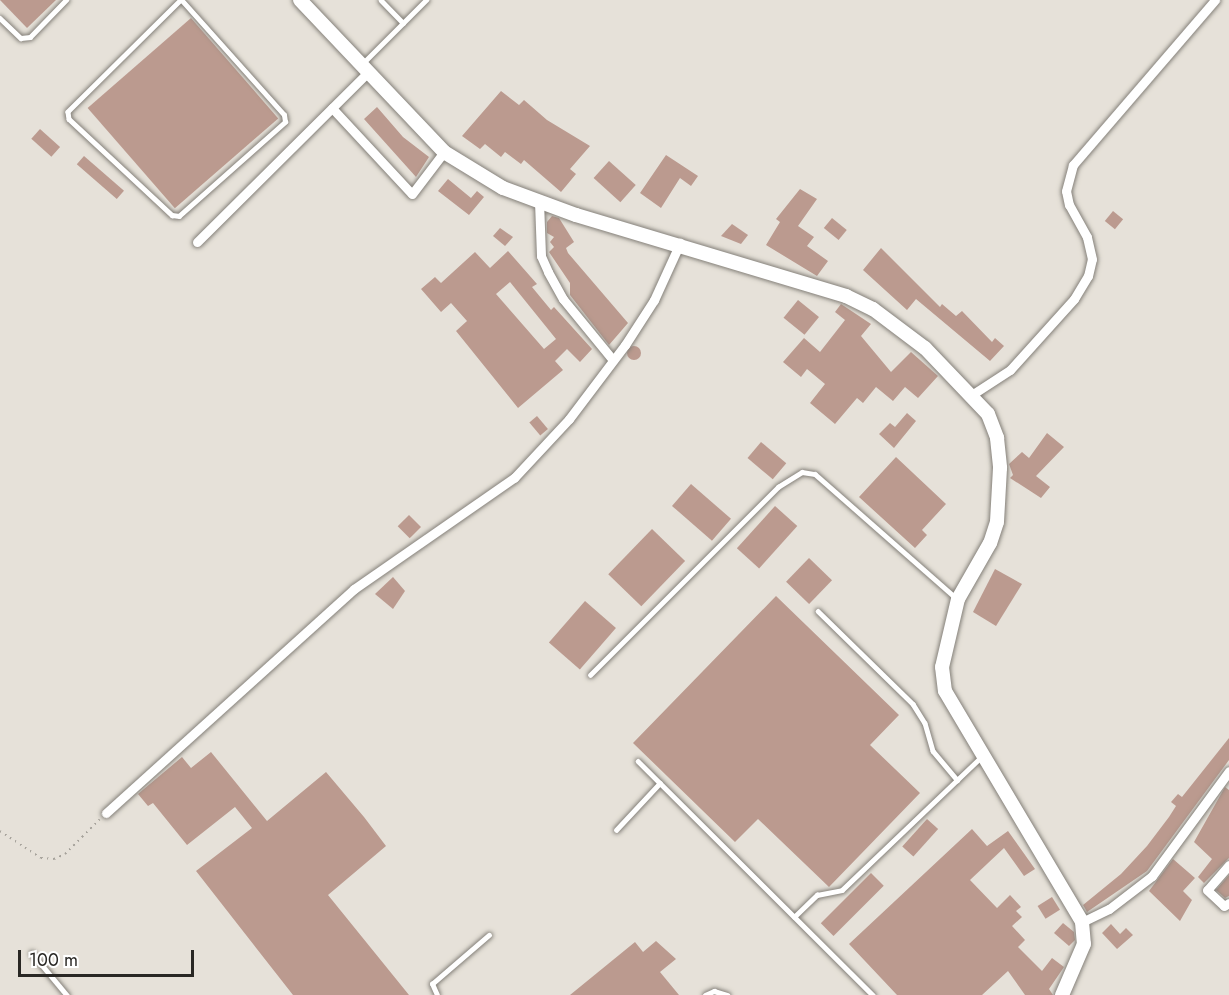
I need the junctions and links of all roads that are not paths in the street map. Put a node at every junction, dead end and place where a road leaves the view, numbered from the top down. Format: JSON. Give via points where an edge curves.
{"nodes":[{"id":1,"x":66,"y":0,"type":"edge"},
{"id":2,"x":181,"y":0,"type":"edge"},
{"id":3,"x":300,"y":0,"type":"edge"},
{"id":4,"x":381,"y":0,"type":"edge"},
{"id":5,"x":426,"y":0,"type":"edge"},
{"id":6,"x":1215,"y":0,"type":"edge"},
{"id":7,"x":0,"y":18,"type":"edge"},
{"id":8,"x":403,"y":23,"type":"junction"},
{"id":9,"x":364,"y":69,"type":"junction"},
{"id":10,"x":332,"y":108,"type":"junction"},
{"id":11,"x":444,"y":152,"type":"junction"},
{"id":12,"x":538,"y":201,"type":"junction"},
{"id":13,"x":197,"y":242,"type":"dead end"},
{"id":14,"x":680,"y":243,"type":"junction"},
{"id":15,"x":613,"y":360,"type":"junction"},
{"id":16,"x":973,"y":394,"type":"junction"},
{"id":17,"x":958,"y":599,"type":"junction"},
{"id":18,"x":818,"y":610,"type":"dead end"},
{"id":19,"x":590,"y":675,"type":"dead end"},
{"id":20,"x":983,"y":755,"type":"junction"},
{"id":21,"x":638,"y":761,"type":"dead end"},
{"id":22,"x":1229,"y":771,"type":"edge"},
{"id":23,"x":957,"y":780,"type":"junction"},
{"id":24,"x":660,"y":783,"type":"junction"},
{"id":25,"x":1225,"y":784,"type":"edge"},
{"id":26,"x":106,"y":813,"type":"road end"},
{"id":27,"x":616,"y":830,"type":"dead end"},
{"id":28,"x":1229,"y":865,"type":"edge"},
{"id":29,"x":1229,"y":903,"type":"edge"},
{"id":30,"x":794,"y":917,"type":"junction"},
{"id":31,"x":1082,"y":922,"type":"junction"},
{"id":32,"x":489,"y":935,"type":"dead end"},
{"id":33,"x":32,"y":953,"type":"dead end"},
{"id":34,"x":67,"y":995,"type":"edge"},
{"id":35,"x":436,"y":995,"type":"edge"},
{"id":36,"x":705,"y":995,"type":"edge"},
{"id":37,"x":727,"y":995,"type":"edge"},
{"id":38,"x":873,"y":995,"type":"edge"},
{"id":39,"x":1062,"y":995,"type":"edge"}],
"edges":[{"from":1,"to":7,"type":"lane","via":[[30,37],[21,38]]},
{"from":2,"to":2,"type":"lane","via":[[68,112],[78,127],[172,215],[179,216],[285,122],[284,115]]},
{"from":3,"to":9,"type":"street"},
{"from":4,"to":8,"type":"lane"},
{"from":5,"to":8,"type":"lane"},
{"from":6,"to":16,"type":"street","via":[[1073,165],[1066,191],[1069,205],[1087,237],[1092,259],[1088,276],[1074,299],[1010,370]]},
{"from":8,"to":9,"type":"lane"},
{"from":9,"to":10,"type":"street"},
{"from":9,"to":11,"type":"street"},
{"from":10,"to":11,"type":"street","via":[[412,194]]},
{"from":10,"to":13,"type":"street"},
{"from":11,"to":12,"type":"street","via":[[503,188]]},
{"from":12,"to":14,"type":"street","via":[[652,238]]},
{"from":12,"to":15,"type":"street","via":[[541,256],[548,272],[563,299]]},
{"from":14,"to":15,"type":"street","via":[[654,300]]},
{"from":14,"to":16,"type":"street","via":[[846,296],[873,309],[925,348]]},
{"from":15,"to":26,"type":"street","via":[[569,419],[514,478],[354,589]]},
{"from":16,"to":17,"type":"street","via":[[988,414],[997,438],[1000,498],[990,543]]},
{"from":17,"to":19,"type":"lane","via":[[815,474],[802,472],[778,487]]},
{"from":17,"to":20,"type":"street","via":[[942,667],[945,691]]},
{"from":18,"to":23,"type":"lane","via":[[913,704],[925,723],[933,751]]},
{"from":20,"to":23,"type":"lane"},
{"from":20,"to":31,"type":"street"},
{"from":21,"to":24,"type":"lane"},
{"from":22,"to":25,"type":"street"},
{"from":23,"to":30,"type":"lane","via":[[842,890],[817,895]]},
{"from":24,"to":27,"type":"lane"},
{"from":24,"to":30,"type":"lane"},
{"from":25,"to":31,"type":"street","via":[[1152,876],[1109,909]]},
{"from":28,"to":29,"type":"street","via":[[1207,890],[1224,906]]},
{"from":30,"to":38,"type":"lane"},
{"from":31,"to":39,"type":"street","via":[[1084,944]]},
{"from":32,"to":35,"type":"lane","via":[[432,984]]},
{"from":33,"to":34,"type":"lane"},
{"from":36,"to":37,"type":"lane","via":[[721,991]]}]}
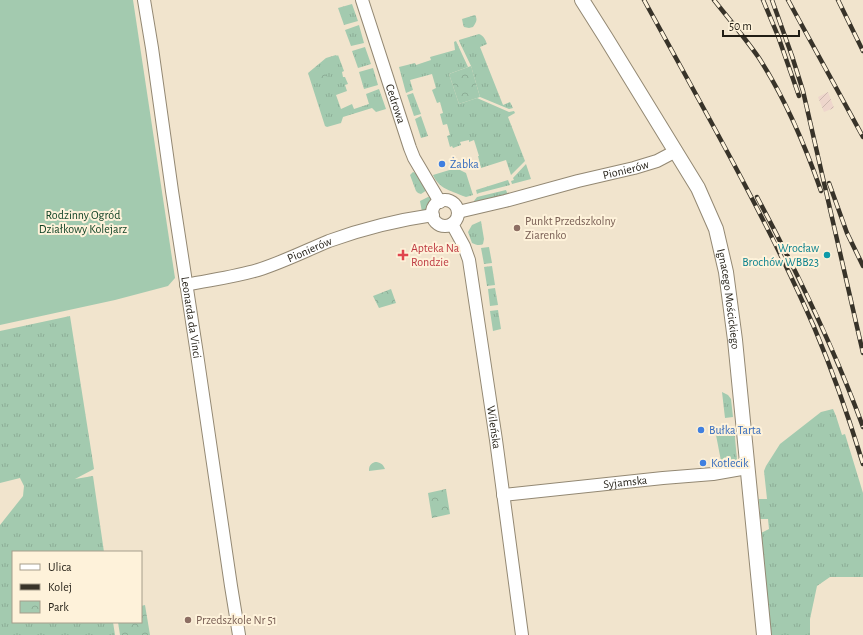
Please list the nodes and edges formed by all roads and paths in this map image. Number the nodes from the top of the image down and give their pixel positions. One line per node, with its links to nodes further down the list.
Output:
1 (144, 0): 9 (street, Leonarda da Vinci)
2 (362, 0): 5 (street, Cedrowa)
3 (582, 0): 4 (street, Ignacego Mościckiego)
4 (676, 152): 6 (street, Pionierów); 10 (street, Ignacego Mościckiego)
5 (440, 202): 6 (street); 7 (street)
6 (458, 212): 8 (street)
7 (432, 215): 8 (street); 9 (street, Pionierów)
8 (452, 224): 11 (street, Wileńska)
9 (186, 285): 12 (street, Leonarda da Vinci)
10 (747, 468): 11 (street, Syjamska); 14 (street, Ignacego Mościckiego)
11 (503, 495): 13 (street, Wileńska)
12 (239, 635)
13 (522, 635)
14 (764, 635)

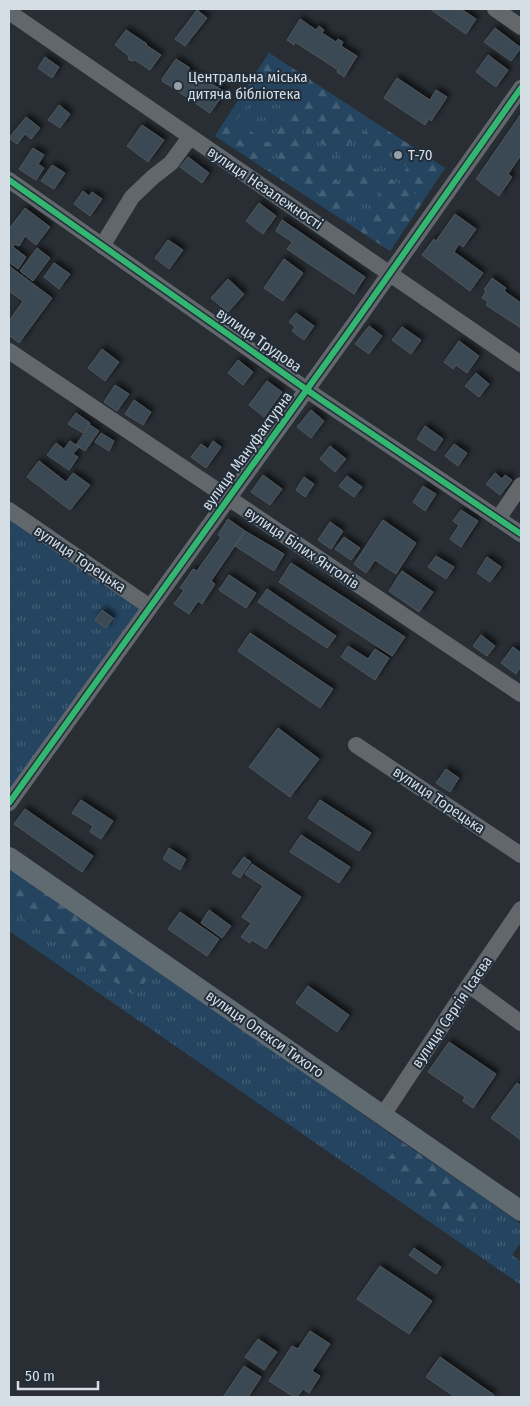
============
**Requirement:** We ask that the entries above be copied exactly, with the pictures omitted.

**Response area:**
I need the junctions and links of all roads that are not paths in the street map. Put a node at every junction, dead end and place where a road leaves the view, numbered from the top down. Format: JSON. Give via points where an edge curves.
{"nodes":[{"id":1,"x":66,"y":0,"type":"edge"},
{"id":2,"x":181,"y":0,"type":"edge"},
{"id":3,"x":300,"y":0,"type":"edge"},
{"id":4,"x":381,"y":0,"type":"edge"},
{"id":5,"x":426,"y":0,"type":"edge"},
{"id":6,"x":1215,"y":0,"type":"edge"},
{"id":7,"x":0,"y":18,"type":"edge"},
{"id":8,"x":403,"y":23,"type":"junction"},
{"id":9,"x":364,"y":69,"type":"junction"},
{"id":10,"x":332,"y":108,"type":"junction"},
{"id":11,"x":444,"y":152,"type":"junction"},
{"id":12,"x":538,"y":201,"type":"junction"},
{"id":13,"x":197,"y":242,"type":"dead end"},
{"id":14,"x":680,"y":243,"type":"junction"},
{"id":15,"x":613,"y":360,"type":"junction"},
{"id":16,"x":973,"y":394,"type":"junction"},
{"id":17,"x":958,"y":599,"type":"junction"},
{"id":18,"x":818,"y":610,"type":"dead end"},
{"id":19,"x":590,"y":675,"type":"dead end"},
{"id":20,"x":983,"y":755,"type":"junction"},
{"id":21,"x":638,"y":761,"type":"dead end"},
{"id":22,"x":1229,"y":771,"type":"edge"},
{"id":23,"x":957,"y":780,"type":"junction"},
{"id":24,"x":660,"y":783,"type":"junction"},
{"id":25,"x":1225,"y":784,"type":"edge"},
{"id":26,"x":106,"y":813,"type":"road end"},
{"id":27,"x":616,"y":830,"type":"dead end"},
{"id":28,"x":1229,"y":865,"type":"edge"},
{"id":29,"x":1229,"y":903,"type":"edge"},
{"id":30,"x":794,"y":917,"type":"junction"},
{"id":31,"x":1082,"y":922,"type":"junction"},
{"id":32,"x":489,"y":935,"type":"dead end"},
{"id":33,"x":32,"y":953,"type":"dead end"},
{"id":34,"x":67,"y":995,"type":"edge"},
{"id":35,"x":436,"y":995,"type":"edge"},
{"id":36,"x":705,"y":995,"type":"edge"},
{"id":37,"x":727,"y":995,"type":"edge"},
{"id":38,"x":873,"y":995,"type":"edge"},
{"id":39,"x":1062,"y":995,"type":"edge"}],
"edges":[{"from":1,"to":7,"type":"lane","via":[[30,37],[21,38]]},
{"from":2,"to":2,"type":"lane","via":[[68,112],[78,127],[172,215],[179,216],[285,122],[284,115]]},
{"from":3,"to":9,"type":"street"},
{"from":4,"to":8,"type":"lane"},
{"from":5,"to":8,"type":"lane"},
{"from":6,"to":16,"type":"street","via":[[1073,165],[1066,191],[1069,205],[1087,237],[1092,259],[1088,276],[1074,299],[1010,370]]},
{"from":8,"to":9,"type":"lane"},
{"from":9,"to":10,"type":"street"},
{"from":9,"to":11,"type":"street"},
{"from":10,"to":11,"type":"street","via":[[412,194]]},
{"from":10,"to":13,"type":"street"},
{"from":11,"to":12,"type":"street","via":[[503,188]]},
{"from":12,"to":14,"type":"street","via":[[652,238]]},
{"from":12,"to":15,"type":"street","via":[[541,256],[548,272],[563,299]]},
{"from":14,"to":15,"type":"street","via":[[654,300]]},
{"from":14,"to":16,"type":"street","via":[[846,296],[873,309],[925,348]]},
{"from":15,"to":26,"type":"street","via":[[569,419],[514,478],[354,589]]},
{"from":16,"to":17,"type":"street","via":[[988,414],[997,438],[1000,498],[990,543]]},
{"from":17,"to":19,"type":"lane","via":[[815,474],[802,472],[778,487]]},
{"from":17,"to":20,"type":"street","via":[[942,667],[945,691]]},
{"from":18,"to":23,"type":"lane","via":[[913,704],[925,723],[933,751]]},
{"from":20,"to":23,"type":"lane"},
{"from":20,"to":31,"type":"street"},
{"from":21,"to":24,"type":"lane"},
{"from":22,"to":25,"type":"street"},
{"from":23,"to":30,"type":"lane","via":[[842,890],[817,895]]},
{"from":24,"to":27,"type":"lane"},
{"from":24,"to":30,"type":"lane"},
{"from":25,"to":31,"type":"street","via":[[1152,876],[1109,909]]},
{"from":28,"to":29,"type":"street","via":[[1207,890],[1224,906]]},
{"from":30,"to":38,"type":"lane"},
{"from":31,"to":39,"type":"street","via":[[1084,944]]},
{"from":32,"to":35,"type":"lane","via":[[432,984]]},
{"from":33,"to":34,"type":"lane"},
{"from":36,"to":37,"type":"lane","via":[[721,991]]}]}
Please list the nodes and edges formed by all roads and paths in this map image. Number the nodes from the top of the image down and give their pixel positions. One line per node, with its links to nodes further down the list.
Output:
1 (144, 0): 9 (street, Leonarda da Vinci)
2 (362, 0): 5 (street, Cedrowa)
3 (582, 0): 4 (street, Ignacego Mościckiego)
4 (676, 152): 6 (street, Pionierów); 10 (street, Ignacego Mościckiego)
5 (440, 202): 6 (street); 7 (street)
6 (458, 212): 8 (street)
7 (432, 215): 8 (street); 9 (street, Pionierów)
8 (452, 224): 11 (street, Wileńska)
9 (186, 285): 12 (street, Leonarda da Vinci)
10 (747, 468): 11 (street, Syjamska); 14 (street, Ignacego Mościckiego)
11 (503, 495): 13 (street, Wileńska)
12 (239, 635)
13 (522, 635)
14 (764, 635)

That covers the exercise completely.